DIRECTIONS FOR THIS TASK:
Below are some records. Print all of them exactly as they appear.

DATA EXTRACTS:
★ ★ ★ ★ ★

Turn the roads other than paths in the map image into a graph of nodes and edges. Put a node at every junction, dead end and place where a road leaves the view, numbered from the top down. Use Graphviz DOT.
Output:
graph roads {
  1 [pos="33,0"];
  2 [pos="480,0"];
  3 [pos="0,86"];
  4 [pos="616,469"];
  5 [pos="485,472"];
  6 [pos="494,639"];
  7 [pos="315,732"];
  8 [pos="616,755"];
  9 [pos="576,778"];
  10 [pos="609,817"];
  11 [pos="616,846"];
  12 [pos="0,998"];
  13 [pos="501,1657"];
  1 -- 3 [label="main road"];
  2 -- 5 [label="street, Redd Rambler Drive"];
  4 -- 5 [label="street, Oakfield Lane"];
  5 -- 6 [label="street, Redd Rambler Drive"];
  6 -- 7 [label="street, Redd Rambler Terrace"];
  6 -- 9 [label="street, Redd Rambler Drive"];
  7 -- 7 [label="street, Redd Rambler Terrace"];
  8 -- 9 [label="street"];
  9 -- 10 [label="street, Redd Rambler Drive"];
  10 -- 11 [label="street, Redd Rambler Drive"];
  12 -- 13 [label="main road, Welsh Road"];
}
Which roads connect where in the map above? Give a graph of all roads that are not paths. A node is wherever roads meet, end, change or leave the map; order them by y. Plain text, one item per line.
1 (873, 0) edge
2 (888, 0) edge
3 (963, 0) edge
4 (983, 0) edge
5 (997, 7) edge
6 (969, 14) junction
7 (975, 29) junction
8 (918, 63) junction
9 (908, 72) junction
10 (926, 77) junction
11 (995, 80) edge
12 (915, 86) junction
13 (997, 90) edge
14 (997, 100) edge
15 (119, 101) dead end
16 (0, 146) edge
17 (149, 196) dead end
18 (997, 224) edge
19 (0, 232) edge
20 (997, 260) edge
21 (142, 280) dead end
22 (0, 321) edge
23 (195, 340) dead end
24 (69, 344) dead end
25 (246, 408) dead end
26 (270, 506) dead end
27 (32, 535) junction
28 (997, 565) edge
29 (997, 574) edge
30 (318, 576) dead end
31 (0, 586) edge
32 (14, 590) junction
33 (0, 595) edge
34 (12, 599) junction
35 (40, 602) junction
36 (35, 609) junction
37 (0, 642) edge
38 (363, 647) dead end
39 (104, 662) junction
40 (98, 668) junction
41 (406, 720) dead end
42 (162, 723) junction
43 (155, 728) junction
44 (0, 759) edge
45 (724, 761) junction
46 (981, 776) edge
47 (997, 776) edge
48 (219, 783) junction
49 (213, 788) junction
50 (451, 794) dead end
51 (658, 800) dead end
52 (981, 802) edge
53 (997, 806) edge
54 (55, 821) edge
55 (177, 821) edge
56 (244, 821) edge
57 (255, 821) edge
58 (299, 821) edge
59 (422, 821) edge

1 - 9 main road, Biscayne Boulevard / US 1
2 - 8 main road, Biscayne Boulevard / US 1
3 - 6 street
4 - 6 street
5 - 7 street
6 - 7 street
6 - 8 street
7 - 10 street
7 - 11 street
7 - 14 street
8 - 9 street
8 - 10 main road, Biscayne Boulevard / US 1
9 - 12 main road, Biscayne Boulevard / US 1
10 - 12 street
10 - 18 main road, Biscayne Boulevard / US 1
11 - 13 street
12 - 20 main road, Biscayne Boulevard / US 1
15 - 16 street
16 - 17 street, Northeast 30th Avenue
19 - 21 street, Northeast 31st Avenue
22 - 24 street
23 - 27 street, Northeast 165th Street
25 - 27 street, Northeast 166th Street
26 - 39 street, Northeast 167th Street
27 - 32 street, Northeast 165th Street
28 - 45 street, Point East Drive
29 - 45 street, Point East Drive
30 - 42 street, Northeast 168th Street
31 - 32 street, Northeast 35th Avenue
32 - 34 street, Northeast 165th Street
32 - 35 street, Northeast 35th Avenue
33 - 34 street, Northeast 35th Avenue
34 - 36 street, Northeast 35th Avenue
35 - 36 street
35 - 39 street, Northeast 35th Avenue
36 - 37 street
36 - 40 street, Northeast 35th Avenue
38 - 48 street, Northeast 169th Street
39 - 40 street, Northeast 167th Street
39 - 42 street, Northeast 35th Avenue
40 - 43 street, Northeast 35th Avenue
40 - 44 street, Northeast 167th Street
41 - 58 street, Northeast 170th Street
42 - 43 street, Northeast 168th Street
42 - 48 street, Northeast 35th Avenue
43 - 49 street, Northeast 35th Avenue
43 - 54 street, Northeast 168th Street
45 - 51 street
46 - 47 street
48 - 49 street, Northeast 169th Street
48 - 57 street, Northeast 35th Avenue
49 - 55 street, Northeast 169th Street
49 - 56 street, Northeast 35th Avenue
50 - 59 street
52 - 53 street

★ ★ ★ ★ ★

EXERCISE ANSWER:
Turn the roads other than paths in the map image into a graph of nodes and edges. Put a node at every junction, dead end and place where a road leaves the view, numbered from the top down. Use Graphviz DOT.
Output:
graph roads {
  1 [pos="33,0"];
  2 [pos="480,0"];
  3 [pos="0,86"];
  4 [pos="616,469"];
  5 [pos="485,472"];
  6 [pos="494,639"];
  7 [pos="315,732"];
  8 [pos="616,755"];
  9 [pos="576,778"];
  10 [pos="609,817"];
  11 [pos="616,846"];
  12 [pos="0,998"];
  13 [pos="501,1657"];
  1 -- 3 [label="main road"];
  2 -- 5 [label="street, Redd Rambler Drive"];
  4 -- 5 [label="street, Oakfield Lane"];
  5 -- 6 [label="street, Redd Rambler Drive"];
  6 -- 7 [label="street, Redd Rambler Terrace"];
  6 -- 9 [label="street, Redd Rambler Drive"];
  7 -- 7 [label="street, Redd Rambler Terrace"];
  8 -- 9 [label="street"];
  9 -- 10 [label="street, Redd Rambler Drive"];
  10 -- 11 [label="street, Redd Rambler Drive"];
  12 -- 13 [label="main road, Welsh Road"];
}
Which roads connect where in the map above? Give a graph of all roads that are not paths. A node is wherever roads meet, end, change or leave the map; order them by y. Plain text, one item per line.
1 (873, 0) edge
2 (888, 0) edge
3 (963, 0) edge
4 (983, 0) edge
5 (997, 7) edge
6 (969, 14) junction
7 (975, 29) junction
8 (918, 63) junction
9 (908, 72) junction
10 (926, 77) junction
11 (995, 80) edge
12 (915, 86) junction
13 (997, 90) edge
14 (997, 100) edge
15 (119, 101) dead end
16 (0, 146) edge
17 (149, 196) dead end
18 (997, 224) edge
19 (0, 232) edge
20 (997, 260) edge
21 (142, 280) dead end
22 (0, 321) edge
23 (195, 340) dead end
24 (69, 344) dead end
25 (246, 408) dead end
26 (270, 506) dead end
27 (32, 535) junction
28 (997, 565) edge
29 (997, 574) edge
30 (318, 576) dead end
31 (0, 586) edge
32 (14, 590) junction
33 (0, 595) edge
34 (12, 599) junction
35 (40, 602) junction
36 (35, 609) junction
37 (0, 642) edge
38 (363, 647) dead end
39 (104, 662) junction
40 (98, 668) junction
41 (406, 720) dead end
42 (162, 723) junction
43 (155, 728) junction
44 (0, 759) edge
45 (724, 761) junction
46 (981, 776) edge
47 (997, 776) edge
48 (219, 783) junction
49 (213, 788) junction
50 (451, 794) dead end
51 (658, 800) dead end
52 (981, 802) edge
53 (997, 806) edge
54 (55, 821) edge
55 (177, 821) edge
56 (244, 821) edge
57 (255, 821) edge
58 (299, 821) edge
59 (422, 821) edge

1 - 9 main road, Biscayne Boulevard / US 1
2 - 8 main road, Biscayne Boulevard / US 1
3 - 6 street
4 - 6 street
5 - 7 street
6 - 7 street
6 - 8 street
7 - 10 street
7 - 11 street
7 - 14 street
8 - 9 street
8 - 10 main road, Biscayne Boulevard / US 1
9 - 12 main road, Biscayne Boulevard / US 1
10 - 12 street
10 - 18 main road, Biscayne Boulevard / US 1
11 - 13 street
12 - 20 main road, Biscayne Boulevard / US 1
15 - 16 street
16 - 17 street, Northeast 30th Avenue
19 - 21 street, Northeast 31st Avenue
22 - 24 street
23 - 27 street, Northeast 165th Street
25 - 27 street, Northeast 166th Street
26 - 39 street, Northeast 167th Street
27 - 32 street, Northeast 165th Street
28 - 45 street, Point East Drive
29 - 45 street, Point East Drive
30 - 42 street, Northeast 168th Street
31 - 32 street, Northeast 35th Avenue
32 - 34 street, Northeast 165th Street
32 - 35 street, Northeast 35th Avenue
33 - 34 street, Northeast 35th Avenue
34 - 36 street, Northeast 35th Avenue
35 - 36 street
35 - 39 street, Northeast 35th Avenue
36 - 37 street
36 - 40 street, Northeast 35th Avenue
38 - 48 street, Northeast 169th Street
39 - 40 street, Northeast 167th Street
39 - 42 street, Northeast 35th Avenue
40 - 43 street, Northeast 35th Avenue
40 - 44 street, Northeast 167th Street
41 - 58 street, Northeast 170th Street
42 - 43 street, Northeast 168th Street
42 - 48 street, Northeast 35th Avenue
43 - 49 street, Northeast 35th Avenue
43 - 54 street, Northeast 168th Street
45 - 51 street
46 - 47 street
48 - 49 street, Northeast 169th Street
48 - 57 street, Northeast 35th Avenue
49 - 55 street, Northeast 169th Street
49 - 56 street, Northeast 35th Avenue
50 - 59 street
52 - 53 street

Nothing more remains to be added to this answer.